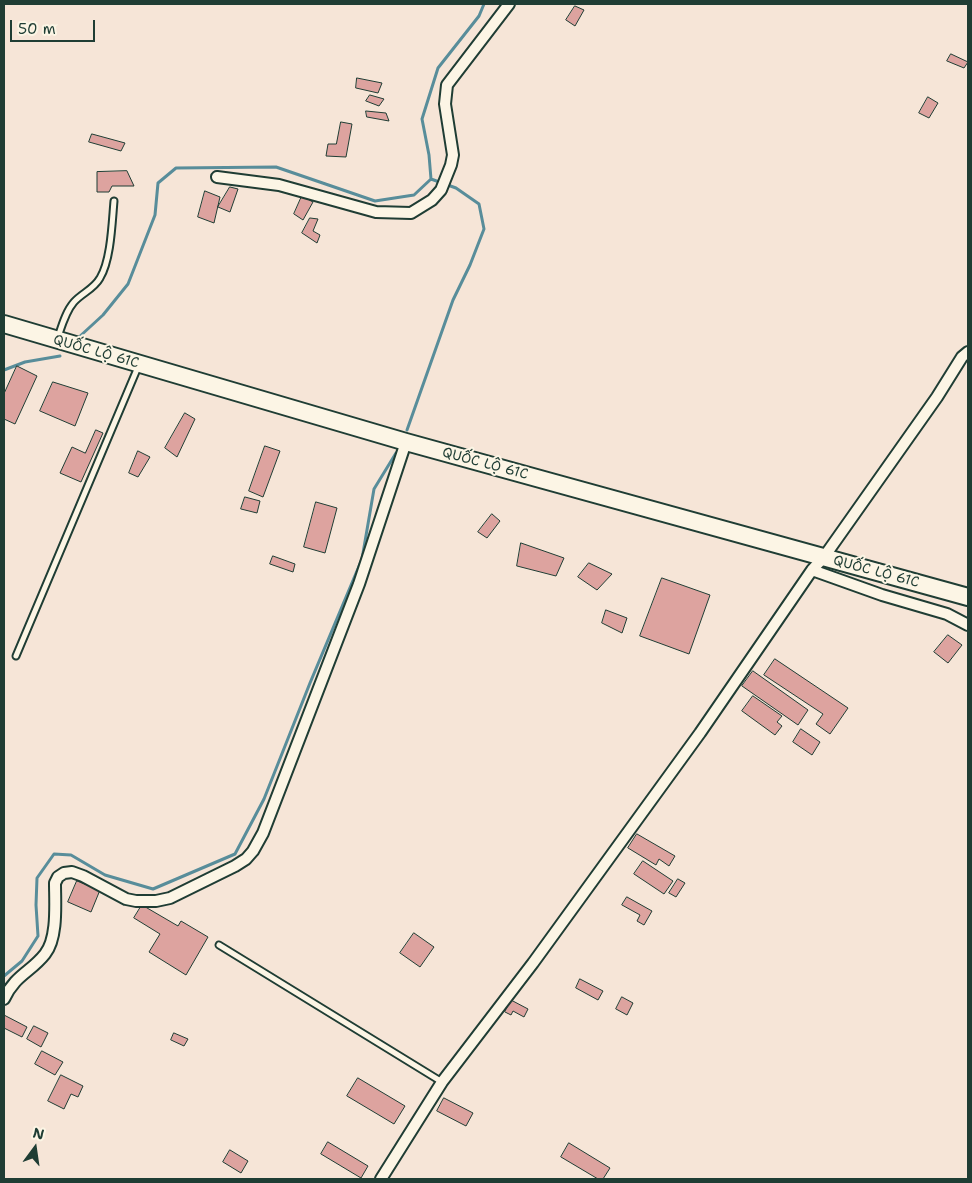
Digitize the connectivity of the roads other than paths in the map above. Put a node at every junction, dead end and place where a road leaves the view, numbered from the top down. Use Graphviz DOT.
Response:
graph roads {
  1 [pos="509,4"];
  2 [pos="217,177"];
  3 [pos="114,202"];
  4 [pos="4,324"];
  5 [pos="57,340"];
  6 [pos="968,352"];
  7 [pos="139,364"];
  8 [pos="406,442"];
  9 [pos="824,557"];
  10 [pos="812,570"];
  11 [pos="968,597"];
  12 [pos="968,624"];
  13 [pos="16,656"];
  14 [pos="219,944"];
  15 [pos="4,999"];
  16 [pos="442,1082"];
  17 [pos="381,1179"];
  1 -- 2 [label="street"];
  3 -- 5 [label="lane"];
  4 -- 5 [label="highway, QUỐC LỘ 61C"];
  5 -- 7 [label="highway, QUỐC LỘ 61C"];
  6 -- 9 [label="street"];
  7 -- 8 [label="highway, QUỐC LỘ 61C"];
  7 -- 13 [label="lane"];
  8 -- 9 [label="highway, QUỐC LỘ 61C"];
  8 -- 15 [label="street"];
  9 -- 10 [label="street"];
  9 -- 11 [label="highway, QUỐC LỘ 61C"];
  10 -- 12 [label="street"];
  10 -- 16 [label="street"];
  14 -- 16 [label="lane"];
  16 -- 17 [label="street"];
}
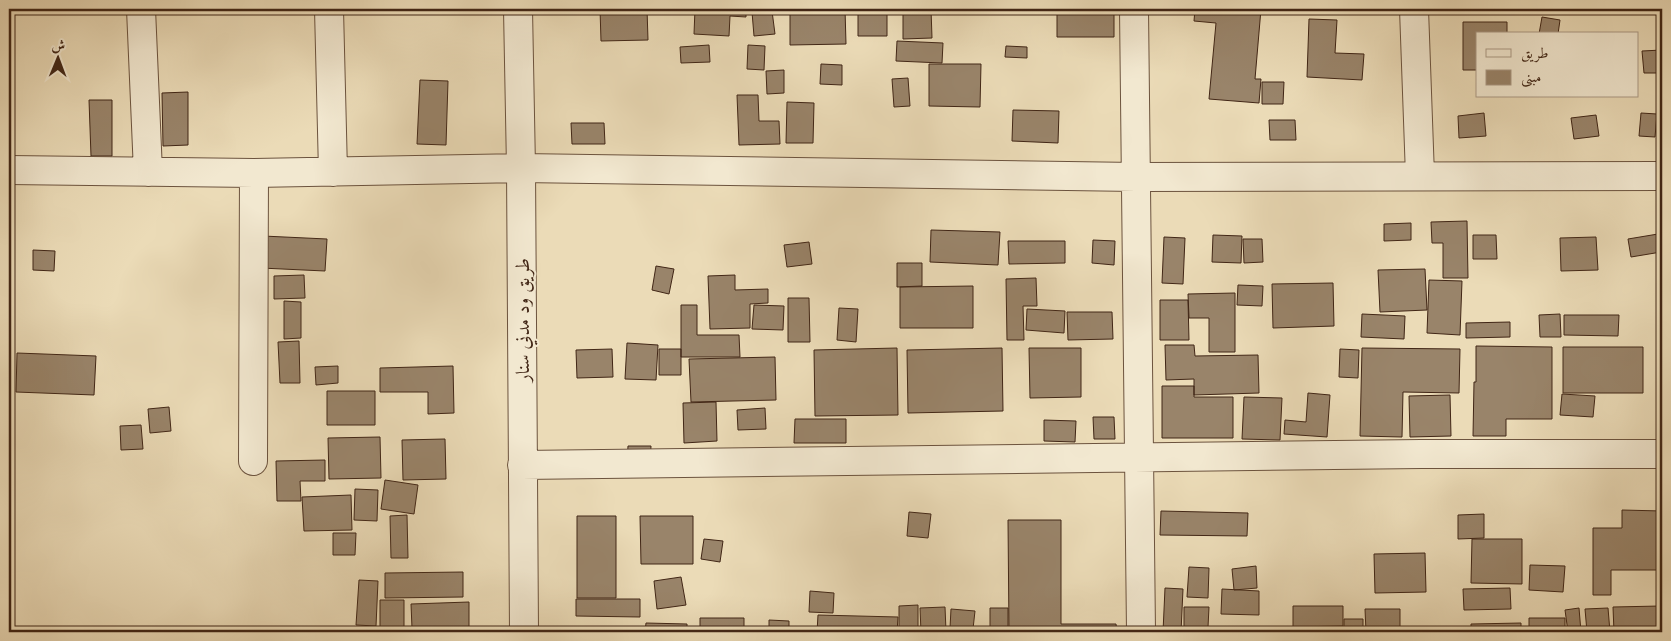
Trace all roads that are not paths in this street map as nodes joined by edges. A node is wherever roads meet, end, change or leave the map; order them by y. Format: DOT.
graph roads {
  1 [pos="141,9"];
  2 [pos="329,9"];
  3 [pos="518,9"];
  4 [pos="1134,9"];
  5 [pos="1414,9"];
  6 [pos="521,168"];
  7 [pos="9,170"];
  8 [pos="148,172"];
  9 [pos="332,172"];
  10 [pos="254,173"];
  11 [pos="1420,176"];
  12 [pos="1662,176"];
  13 [pos="1136,177"];
  14 [pos="1662,454"];
  15 [pos="1138,458"];
  16 [pos="253,461"];
  17 [pos="522,466"];
  18 [pos="524,632"];
  19 [pos="1141,632"];
  1 -- 8 [label="street"];
  2 -- 9 [label="street"];
  3 -- 6 [label="street, طريق ود مدني سنار"];
  4 -- 13 [label="street"];
  5 -- 11 [label="street"];
  6 -- 9 [label="street"];
  6 -- 13 [label="street"];
  6 -- 17 [label="street, طريق ود مدني سنار"];
  7 -- 8 [label="street"];
  8 -- 10 [label="street"];
  9 -- 10 [label="street"];
  10 -- 16 [label="street"];
  11 -- 12 [label="street"];
  11 -- 13 [label="street"];
  13 -- 15 [label="street"];
  14 -- 15 [label="street"];
  15 -- 17 [label="street"];
  15 -- 19 [label="street"];
  17 -- 18 [label="street, طريق ود مدني سنار"];
}
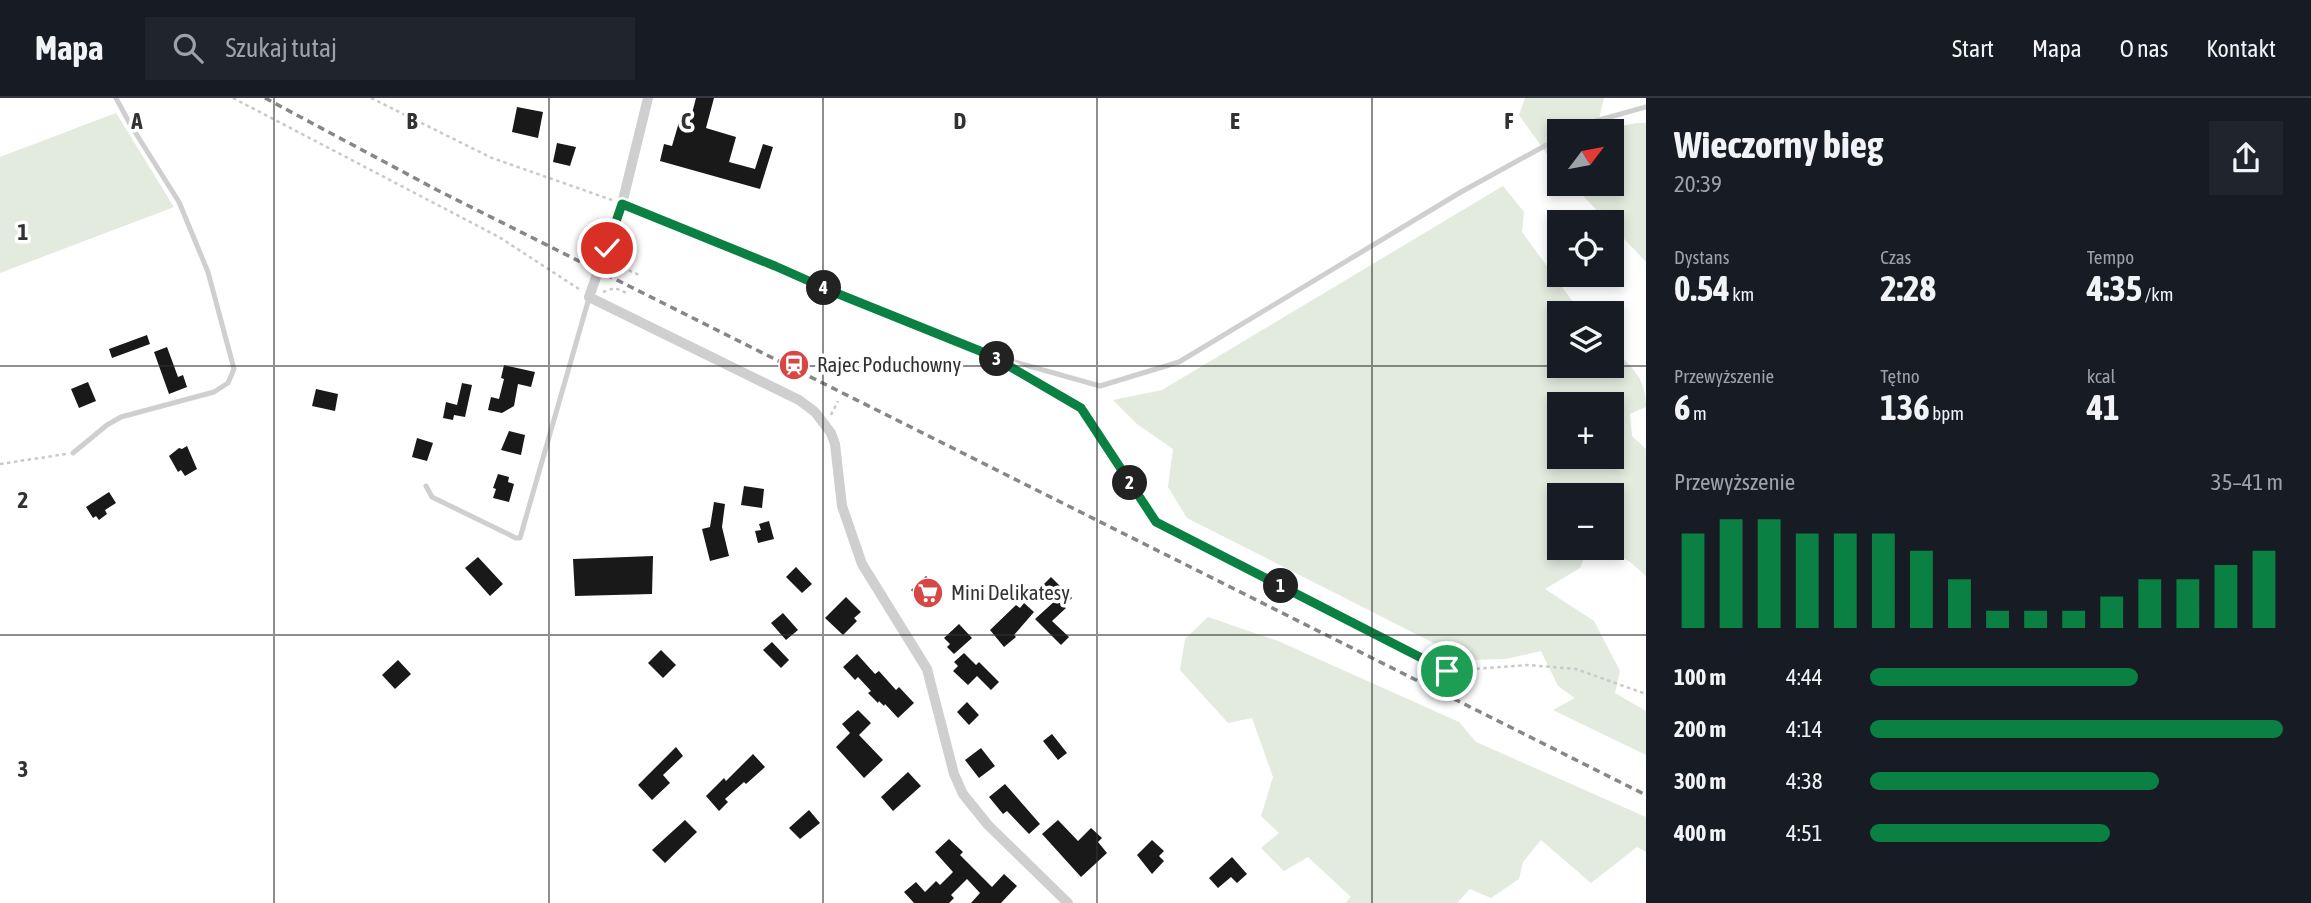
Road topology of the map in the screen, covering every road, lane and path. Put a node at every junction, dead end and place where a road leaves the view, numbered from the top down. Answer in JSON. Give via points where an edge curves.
{"nodes":[{"id":1,"x":117,"y":98,"type":"edge"},
{"id":2,"x":233,"y":98,"type":"edge"},
{"id":3,"x":371,"y":98,"type":"edge"},
{"id":4,"x":648,"y":98,"type":"edge"},
{"id":5,"x":1646,"y":107,"type":"edge"},
{"id":6,"x":1603,"y":119,"type":"edge"},
{"id":7,"x":1547,"y":145,"type":"edge"},
{"id":8,"x":622,"y":204,"type":"junction"},
{"id":9,"x":607,"y":248,"type":"junction"},
{"id":10,"x":639,"y":275,"type":"dead end"},
{"id":11,"x":629,"y":294,"type":"dead end"},
{"id":12,"x":589,"y":297,"type":"junction"},
{"id":13,"x":1013,"y":368,"type":"dead end"},
{"id":14,"x":838,"y":401,"type":"dead end"},
{"id":15,"x":825,"y":424,"type":"junction"},
{"id":16,"x":73,"y":453,"type":"joint"},
{"id":17,"x":0,"y":464,"type":"edge"},
{"id":18,"x":426,"y":486,"type":"dead end"},
{"id":19,"x":1646,"y":694,"type":"edge"},
{"id":20,"x":1068,"y":903,"type":"edge"}],
"edges":[{"from":1,"to":16,"type":"lane","via":[[179,202],[208,272],[234,369],[228,383],[214,392],[121,417]]},
{"from":2,"to":12,"type":"path","via":[[499,237]]},
{"from":3,"to":8,"type":"path","via":[[492,158]]},
{"from":4,"to":8,"type":"street"},
{"from":5,"to":6,"type":"lane"},
{"from":7,"to":8,"type":"lane","via":[[1179,362],[1100,386],[990,355]]},
{"from":8,"to":9,"type":"street"},
{"from":9,"to":10,"type":"path","via":[[624,268]]},
{"from":9,"to":12,"type":"street"},
{"from":11,"to":12,"type":"path","via":[[615,288]]},
{"from":12,"to":15,"type":"street","via":[[799,400]]},
{"from":12,"to":18,"type":"lane","via":[[520,538],[432,497]]},
{"from":13,"to":19,"type":"path","via":[[1081,408],[1156,522],[1447,671],[1528,665],[1576,670]]},
{"from":14,"to":15,"type":"path"},
{"from":15,"to":20,"type":"street","via":[[835,444],[842,506],[862,564],[926,669],[963,794],[988,825]]},
{"from":16,"to":17,"type":"path"}]}
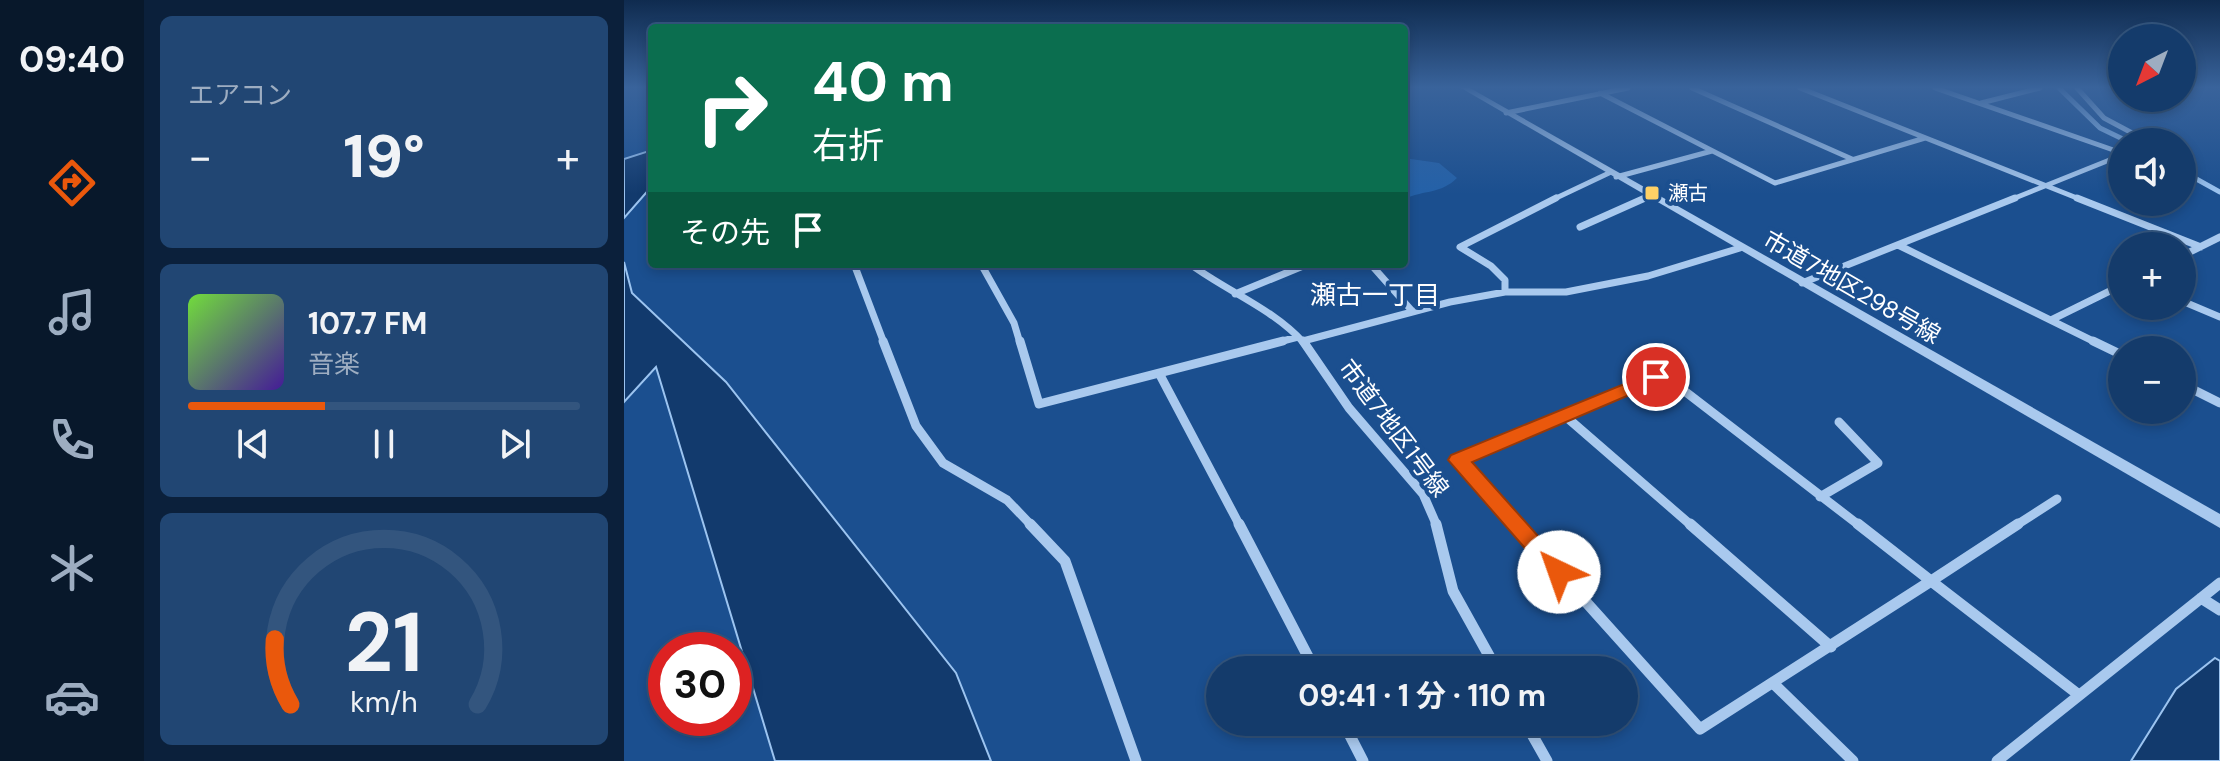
# # #
# WORK TO COMPLETE
Work out how many lines in this material include the word "highway", and reply with that number alone.

# REPLY TO THE EXERCISE
5